28 thoughts on “What do you think of this 12-lead? ***UPDATED”

  1. The QRS is misleading as it appears to be broad, but is actually not widened.

    The everything else looks fine except for the ST-segment of V2-V4, which may be elevated >2mm when one measures the ST-segment exactly between the S wave and start of the T wave.

    Should associated signs and symptoms of an AMI be present, I would probably treat for STEMI, but I would prefer a second opinion.

    1. there’s incomplete left bundle branch block
      when we have LBBB we don’t diabnose ischemia or infarction

      1. We certainly can diagnose ischemia and/or infarction in the setting of LBBB as long as we take into account what is or isn’t the expected ST/T-wave abnormalities.

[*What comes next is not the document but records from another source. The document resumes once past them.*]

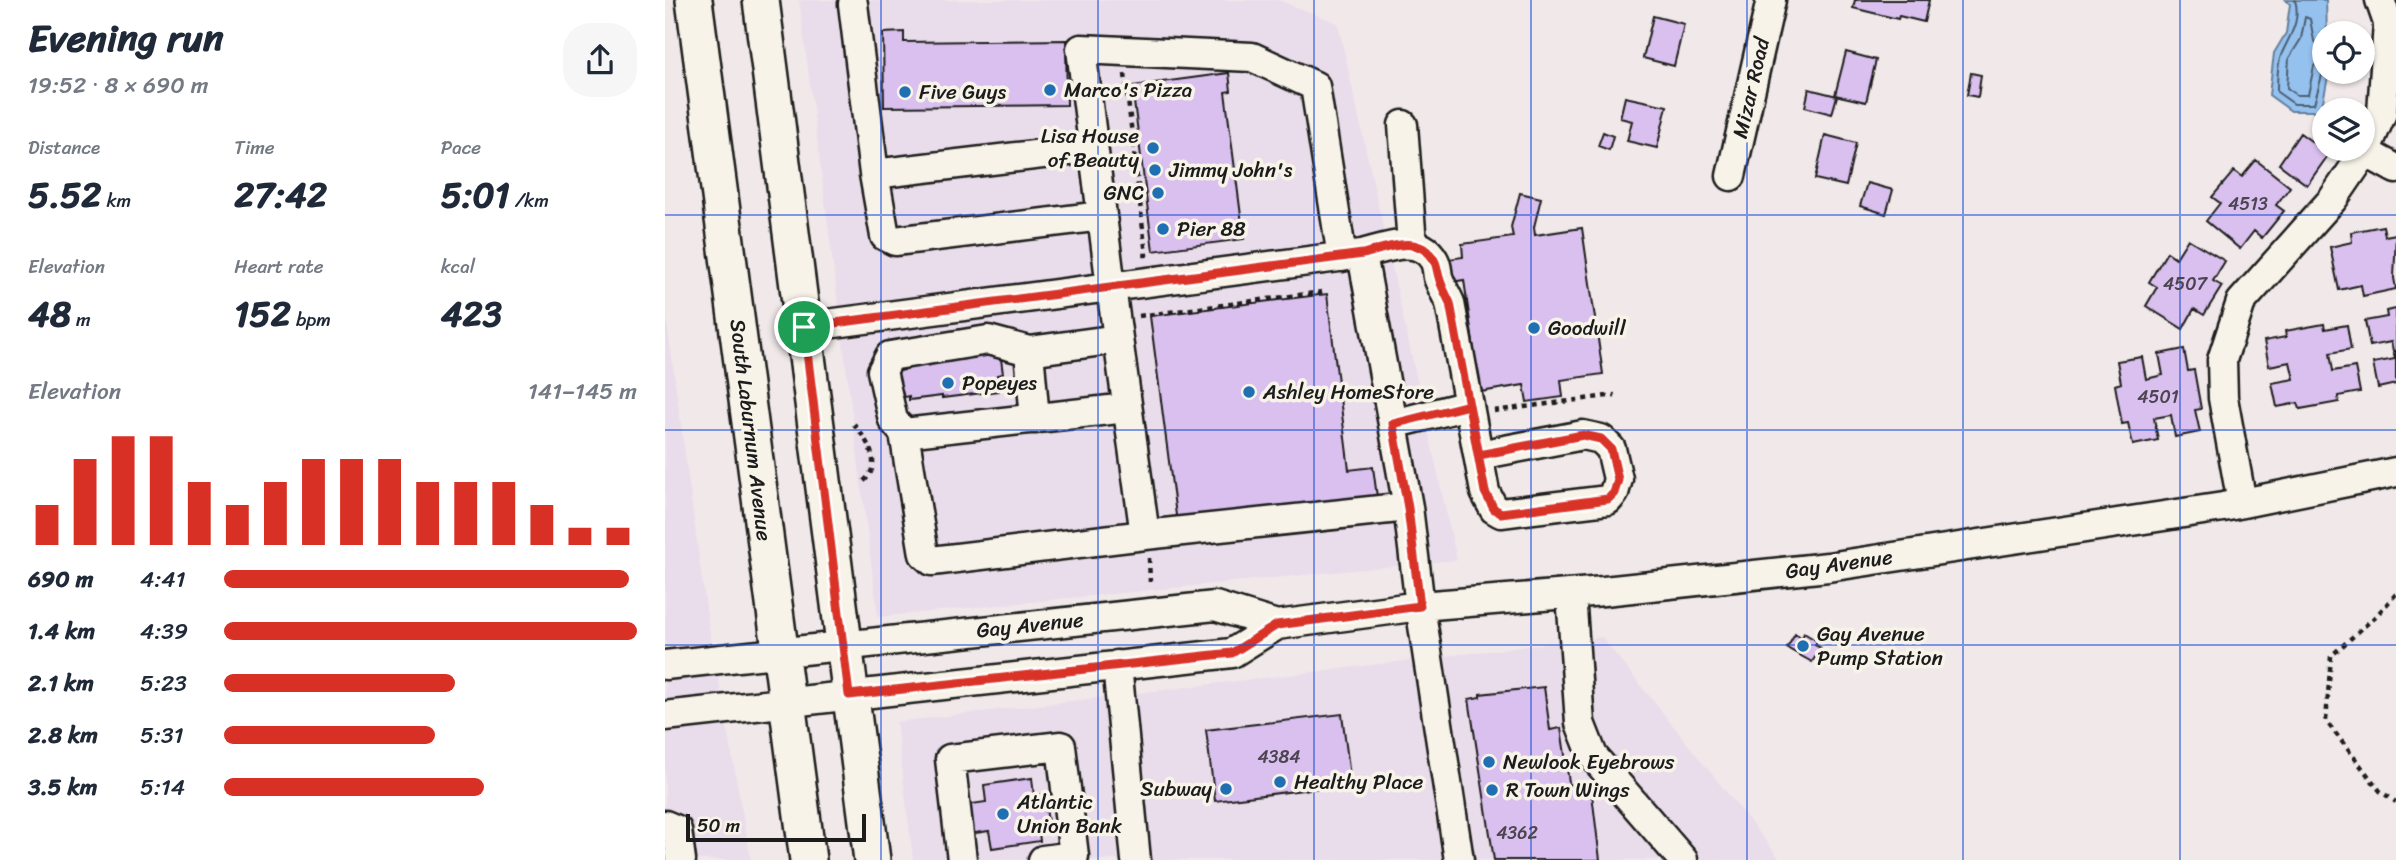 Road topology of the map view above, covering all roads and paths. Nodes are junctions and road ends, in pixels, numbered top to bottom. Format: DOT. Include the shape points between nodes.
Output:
graph roads {
  1 [pos="694,0"];
  2 [pos="761,0"];
  3 [pos="1771,0"];
  4 [pos="2380,0"];
  5 [pos="853,4"];
  6 [pos="1125,72"];
  7 [pos="1403,125"];
  8 [pos="2375,129"];
  9 [pos="1093,148"];
  10 [pos="2375,157"];
  11 [pos="2359,161"];
  12 [pos="2396,169"];
  13 [pos="874,174"];
  14 [pos="1731,176"];
  15 [pos="1102,216"];
  16 [pos="1419,247"];
  17 [pos="1136,256"];
  18 [pos="1352,256"];
  19 [pos="1111,287"];
  20 [pos="1322,292"];
  21 [pos="1136,316"];
  22 [pos="804,327"];
  23 [pos="1118,339"];
  24 [pos="1029,351"];
  25 [pos="1615,395"];
  26 [pos="1127,408"];
  27 [pos="1476,409"];
  28 [pos="1035,419"];
  29 [pos="854,424"];
  30 [pos="1393,424"];
  31 [pos="904,433"];
  32 [pos="1479,455"];
  33 [pos="2396,472"];
  34 [pos="860,484"];
  35 [pos="2242,503"];
  36 [pos="1408,508"];
  37 [pos="1147,544"];
  38 [pos="1150,582"];
  39 [pos="1571,594"];
  40 [pos="2396,594"];
  41 [pos="1420,606"];
  42 [pos="1277,625"];
  43 [pos="843,645"];
  44 [pos="779,652"];
  45 [pos="665,665"];
  46 [pos="1117,665"];
  47 [pos="849,695"];
  48 [pos="787,702"];
  49 [pos="665,716"];
  50 [pos="2396,802"];
  51 [pos="665,825"];
  52 [pos="681,860"];
  53 [pos="808,860"];
  54 [pos="872,860"];
  55 [pos="962,860"];
  56 [pos="1043,860"];
  57 [pos="1136,860"];
  58 [pos="1459,860"];
  59 [pos="1683,860"];
  1 -- 44 [label="main road, South Laburnum Avenue"];
  2 -- 22 [label="main road"];
  3 -- 14 [label="street, Mizar Road"];
  4 -- 8 [label="street" via="2388,23 2382,113"];
  5 -- 13 [label="street"];
  6 -- 17 [label="path" via="1146,255"];
  7 -- 16 [label="street"];
  9 -- 13 [label="street"];
  9 -- 15 [label="street"];
  9 -- 18 [label="street" via="1081,49 1252,57 1315,86"];
  10 -- 12 [label="street"];
  11 -- 35 [label="street" via="2333,198 2241,302 2222,360 2223,398"];
  13 -- 15 [label="street" via="885,236 895,241"];
  15 -- 19 [label="street"];
  16 -- 18 [label="street" via="1401,245"];
  16 -- 27 [label="street" via="1435,262 1450,303"];
  18 -- 19 [label="street"];
  18 -- 30 [label="street"];
  19 -- 22 [label="street"];
  19 -- 23 [label="street"];
  20 -- 21 [label="path"];
  22 -- 43 [label="main road"];
  23 -- 24 [label="street"];
  23 -- 26 [label="street"];
  24 -- 28 [label="street"];
  24 -- 31 [label="street" via="988,341 890,356 882,371 893,419"];
  25 -- 27 [label="path"];
  26 -- 28 [label="street"];
  26 -- 37 [label="street"];
  27 -- 30 [label="street"];
  27 -- 32 [label="street"];
  28 -- 31 [label="street"];
  29 -- 34 [label="path" via="870,445 873,468"];
  30 -- 36 [label="street"];
  31 -- 37 [label="street" via="924,554 932,561"];
  32 -- 32 [label="street" via="1485,492 1501,513 1608,499 1618,480 1611,449 1601,439 1583,435"];
  33 -- 35 [label="street, Gay Avenue"];
  35 -- 39 [label="street, Gay Avenue" via="1828,567"];
  36 -- 37 [label="street"];
  36 -- 41 [label="street"];
  37 -- 38 [label="path"];
  39 -- 41 [label="street, Gay Avenue"];
  39 -- 59 [label="street" via="1580,723 1593,756"];
  40 -- 50 [label="path" via="2331,656 2326,721 2379,790"];
  41 -- 42 [label="street, Gay Avenue"];
  41 -- 58 [label="street"];
  42 -- 43 [label="street, Gay Avenue" via="1216,606"];
  42 -- 46 [label="street, Gay Avenue" via="1232,653"];
  43 -- 44 [label="street, Gay Avenue"];
  43 -- 47 [label="main road"];
  44 -- 45 [label="street, Gay Avenue"];
  44 -- 48 [label="main road, South Laburnum Avenue"];
  46 -- 47 [label="street, Gay Avenue"];
  46 -- 57 [label="street"];
  47 -- 48 [label="street, Gay Avenue"];
  47 -- 54 [label="main road"];
  48 -- 49 [label="street, Gay Avenue"];
  48 -- 53 [label="main road, South Laburnum Avenue"];
  51 -- 52 [label="street" via="677,830"];
  55 -- 56 [label="street" via="950,759 1061,746 1074,856"];
}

Sgarbossa, Sylvester, and Smith all have criteria to help us discern whether the ST/T-wave changes we are seeing in the presence of LBBB are ischemia or infarct related. However, to your point, none are present in this tracing.

  2. I looked at the 12-lead before reading your post. Tried to find something wrong with it…LOL you got me

  3. Sinus rhythm without ectopy ~65 bpm, PRi 0.18, QRSd of 0.10, QTc of 410ms. aVL is concerning with a qr complex and ST-elevation. The inferior leads have subtle ST-depression, most visible in III. The precordials display some U-waves, a poor R-wave progression, and peaking in the T-waves.

    A cold read would have me saying STEMI.

  4. This pt is presenting with Sinus Rythm as well as Left Ventricular Hypertrophy and show prolonged T waves indicating Hypocalcemia. Since LVH is present, the possible elevations are thought to be benign.

  5. Because the Medic is burned out, the ECG limb leads are placed on the wrong limbs, as evidenced by Leads AVR, AVL.

  6. At first glance, without knowing anything about the patient and presuming the medic and or his partner check for limb lead placement and proper precordial lead placement, I’d say sinus rhythm with early benign repolarization or borderline criteria for LVH…QRS is a little wide and shows possible fascicular block however, so really would depend on age, hx, current presentation and the rest of the patient’s vitals. Would I be rushing to a STEMI center based on this 12 lead alone…probably not.

  7. FLBs, all the way.

    Actually, without further information, NSR. I don’t see this limb lead reversal considering that lead I has a positive P and positive QRS, and no right axis deviation. Lead III is NOT depressed.

    It might meet criteria for LVH, but criteria =! diagnosis. Probably normal variant. Thin chest wall is most likely the case without further information.

    My differential? Normal ECG.

  8. Is it a LBBB if the QRS is not widened beyond 0.11 seconds? Also, the T-waves are all concordant in I, V6 and V1. So is this still a LBBB as many suggested?

    Further, would anyone mind clarifying how one goes about correctly measuring the ST-segment height in V2-V4?

  9. “I think these tracings are fairly close to normal, for the most part. I know this because I feel pretty healthy.”

    Famous last words !

  10. Just for you, I’d run you in lights and sirens, telling my driver to, “blow all the lights, this is the REAL DEAL!” Maybe board and collar you for good measure. You know, let you see the awesomeness of EMS.

  11. Well done! They all seem to be missing the point that this is YOUR 12-lead.
    Every year, it never fails. One of my medic students comes running up to me showing me a 12-lead and asking, “am I going to die?”.

    In the spirit of the company it keeps…..the story it tells…….and basic rhythm recognition, I salute you.

  12. I have been away from EMS to many years to remember everything about EKG’s but it seems to me that paramedics have to be doctors now. God bless all of you that have to learn all the things you need to know now. We really do appreciate yall.

  13. I know a few medics who would get all wet and excited about this pretty normal ECG, but absent something in the H&P that makes me think cardiac, I’d say it’s a pretty normal looking ECG.

    Remember, in EMS it’s important to remember that sometimes we have to resist the urge to do something and not just stand there.